When last John and I had last spoken, it had been during the dramatic week in 2008 when the global financial crisis had progressed into near-meltdown. Wall Street was running scared, the economy was out of gas, and Podesta’s Center for American Progress had just issued a new report pointing our a path to recovery through transformation of the American energy system.

Today, the Democratic Party is running scared, the Obama Administration is out of gas, and Podesta’s Center for American Progress has issued a new report pointing our a path to recovery through transformation of the American energy system. You can read it, here.

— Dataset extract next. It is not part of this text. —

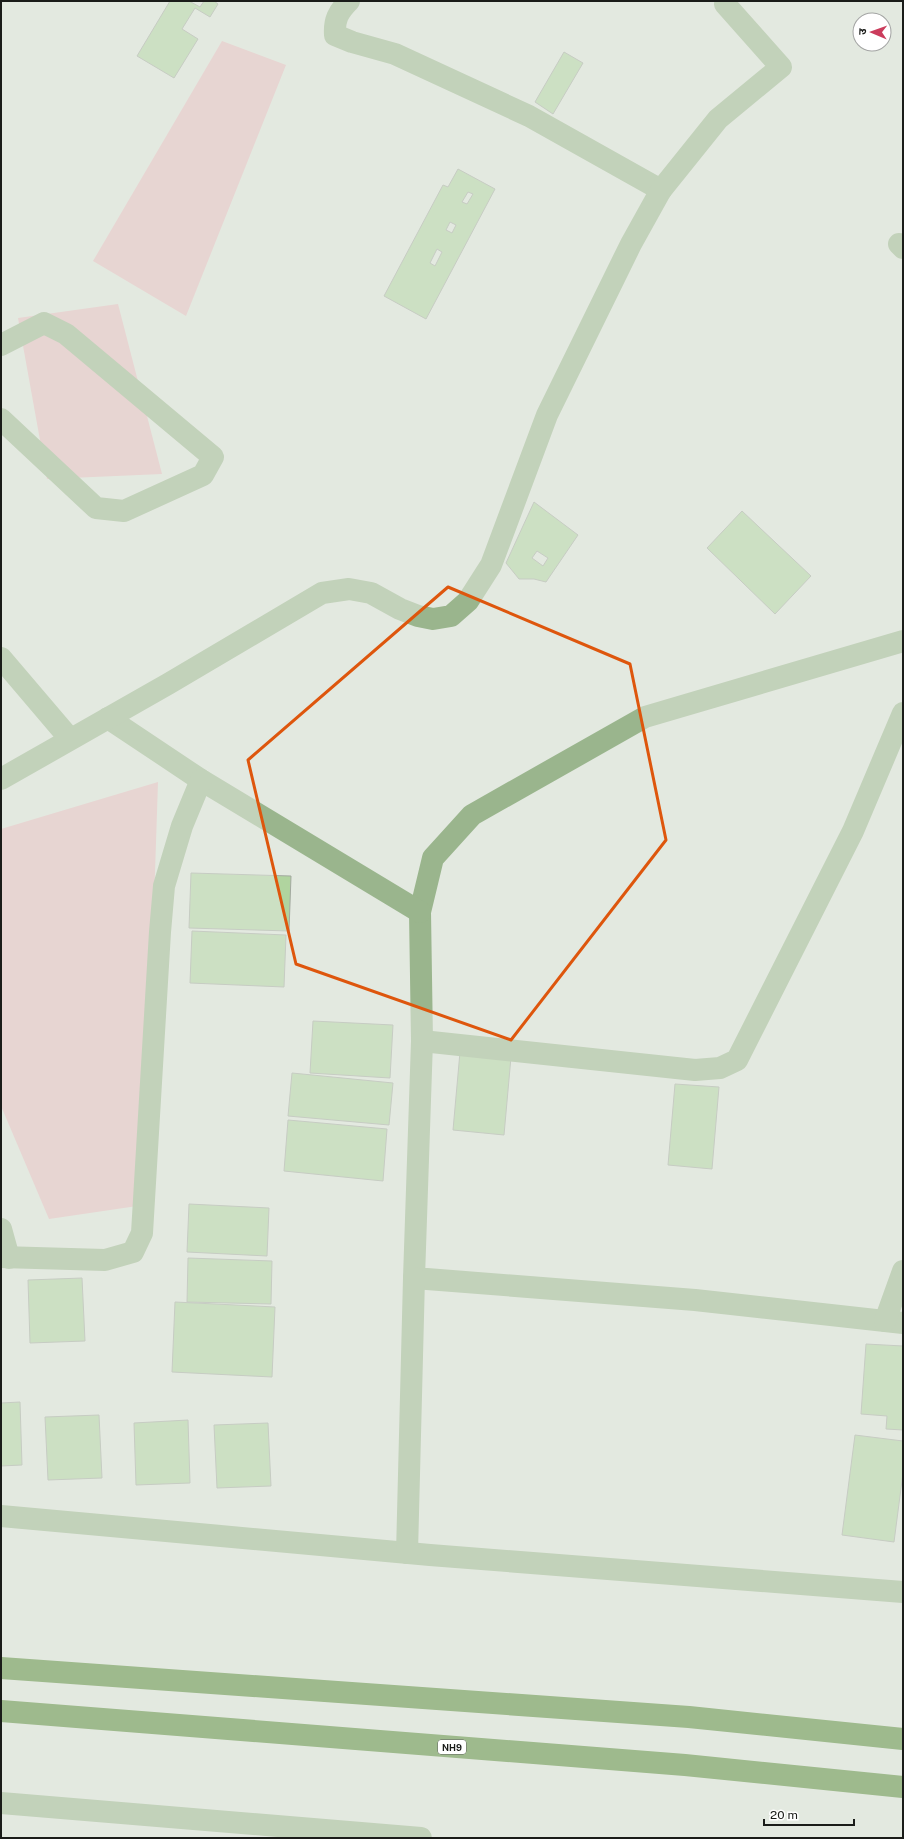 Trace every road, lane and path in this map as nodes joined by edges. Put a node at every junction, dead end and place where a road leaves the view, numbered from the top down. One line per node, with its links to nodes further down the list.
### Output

Back in Washington city itself, the seats were filled at the Caribou Coffee shop a block west of the White House – that informal political center of the American system where meetings on the future of the country can be conveniently held without being recorded on the White House logs. But it was not the grand poobahs of policy that are holding court now, but the headhunters. The quiet exchange of policy papers has given way to the quiet exchange of resumes.

New Secretary of Energy?

Over at the Cellulosic Biofuels Summit, there was the usual exchange of agonies over the commercialization of cellulosic fuels, and many of the usual explanations from the usual suspects, salted in with an unusual amount of interest in the timing of the departure of Secretary of Energy Steven Chu. The scuttlebutt ranged from a few weeks to a few months.

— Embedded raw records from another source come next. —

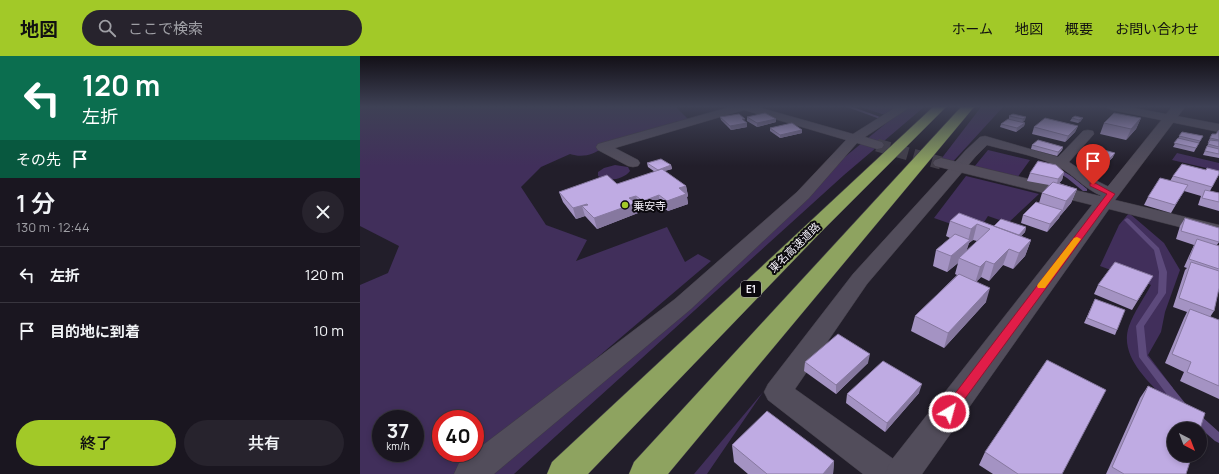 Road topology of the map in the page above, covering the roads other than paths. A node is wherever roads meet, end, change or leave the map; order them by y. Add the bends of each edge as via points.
1 (674, 127) edge
2 (815, 127) edge
3 (874, 127) edge
4 (920, 127) edge
5 (951, 127) edge
6 (1164, 127) edge
7 (1088, 134) dead end
8 (856, 138) junction
9 (877, 145) tunnel mouth
10 (633, 163) dead end
11 (1060, 163) junction
12 (950, 166) junction
13 (1107, 199) junction
14 (1219, 231) edge
15 (470, 474) edge
16 (564, 474) edge
17 (646, 474) edge
18 (888, 474) edge
19 (902, 474) edge

1 - 10 street via 603,147
2 - 8 street
3 - 8 street
4 - 16 highway, 東名高速道路 / E1
5 - 17 highway
6 - 13 street
7 - 11 street
8 - 9 street
8 - 15 street via 803,195 684,304
11 - 12 street via 985,140 972,153
11 - 13 street via 1093,185
12 - 13 street
12 - 18 street via 860,279 778,392
13 - 14 street
13 - 19 street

If the axe falls, it will be the price for re-positioning the Department of Energy as a research lab. Meanwhile, the Secretary has embarked on a personal publicity barrage, with a dreadfully ill-informed puff piece appearing in the Washington Post, as the Secretary battles to keep his job.

It was loyal, hard-working Valri Lightner from the Office of Biomass who was deputized by the DOE to come down and give expression to the Department’s regret over the failure to commercialize cellulosic biofuels. Earlier in the week, loan guarantee czar Jonathan Silver had put in an appearance, and from all reports managed to escape with his life, though offering little by way of explanation for exactly how the Federal Government has managed to make such a meal of the Section 1705 Loan Guarantee program.

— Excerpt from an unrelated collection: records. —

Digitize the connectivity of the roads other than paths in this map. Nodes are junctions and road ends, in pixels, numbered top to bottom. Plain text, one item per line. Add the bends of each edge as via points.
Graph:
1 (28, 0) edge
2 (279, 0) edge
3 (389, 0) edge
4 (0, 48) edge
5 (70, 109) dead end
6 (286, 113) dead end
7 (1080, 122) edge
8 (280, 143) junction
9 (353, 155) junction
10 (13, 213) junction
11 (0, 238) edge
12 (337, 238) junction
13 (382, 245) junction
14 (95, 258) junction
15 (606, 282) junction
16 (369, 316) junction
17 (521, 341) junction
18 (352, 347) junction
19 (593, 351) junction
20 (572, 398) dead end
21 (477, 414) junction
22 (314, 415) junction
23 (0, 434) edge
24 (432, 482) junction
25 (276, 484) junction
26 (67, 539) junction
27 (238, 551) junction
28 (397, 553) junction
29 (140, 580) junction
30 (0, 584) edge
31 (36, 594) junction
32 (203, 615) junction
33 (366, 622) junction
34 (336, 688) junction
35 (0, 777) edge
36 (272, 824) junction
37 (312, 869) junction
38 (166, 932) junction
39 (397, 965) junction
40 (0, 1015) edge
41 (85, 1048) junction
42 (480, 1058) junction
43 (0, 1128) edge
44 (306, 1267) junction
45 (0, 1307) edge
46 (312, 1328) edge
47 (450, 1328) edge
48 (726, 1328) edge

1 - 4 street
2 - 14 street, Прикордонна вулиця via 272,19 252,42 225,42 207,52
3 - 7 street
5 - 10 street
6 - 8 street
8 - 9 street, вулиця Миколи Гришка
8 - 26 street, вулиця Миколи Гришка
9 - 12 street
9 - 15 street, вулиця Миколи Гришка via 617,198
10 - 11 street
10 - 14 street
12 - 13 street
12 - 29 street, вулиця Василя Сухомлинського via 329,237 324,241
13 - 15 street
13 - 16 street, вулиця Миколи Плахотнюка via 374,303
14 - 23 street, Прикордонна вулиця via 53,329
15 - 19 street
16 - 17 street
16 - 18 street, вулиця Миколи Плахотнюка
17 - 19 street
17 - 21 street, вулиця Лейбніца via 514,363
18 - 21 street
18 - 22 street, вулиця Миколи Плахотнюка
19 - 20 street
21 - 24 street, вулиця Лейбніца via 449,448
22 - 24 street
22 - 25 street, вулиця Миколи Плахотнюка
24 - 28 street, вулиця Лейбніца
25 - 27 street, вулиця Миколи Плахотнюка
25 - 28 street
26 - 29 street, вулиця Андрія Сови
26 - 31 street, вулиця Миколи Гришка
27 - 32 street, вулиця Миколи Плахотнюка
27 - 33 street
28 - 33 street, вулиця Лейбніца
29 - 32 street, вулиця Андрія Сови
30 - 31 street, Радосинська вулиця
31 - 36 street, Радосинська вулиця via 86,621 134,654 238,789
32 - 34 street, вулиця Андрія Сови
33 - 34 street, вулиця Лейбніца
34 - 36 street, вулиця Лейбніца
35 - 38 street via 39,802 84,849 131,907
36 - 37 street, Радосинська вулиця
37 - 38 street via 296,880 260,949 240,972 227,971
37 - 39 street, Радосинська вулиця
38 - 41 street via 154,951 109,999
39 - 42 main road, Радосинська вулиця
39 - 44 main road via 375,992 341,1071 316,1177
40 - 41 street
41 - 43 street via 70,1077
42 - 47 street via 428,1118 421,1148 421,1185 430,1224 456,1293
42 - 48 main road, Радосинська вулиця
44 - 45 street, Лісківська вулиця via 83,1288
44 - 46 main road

Silver’s team has deployed about 2.5 percent of its authorized funds, and generally infuriated energy companies and Congress in the process. The loan guarantee team has done a yeoman job of convincing the American people that the wrong people are in change of their money, and thereby helping to hand the House of Representatives back to the Republican Party. The DOE has managed something that is not about recovery, not about reinvestment, not about acting, and not even very American, out of the American Recovery and Reinvestment Act.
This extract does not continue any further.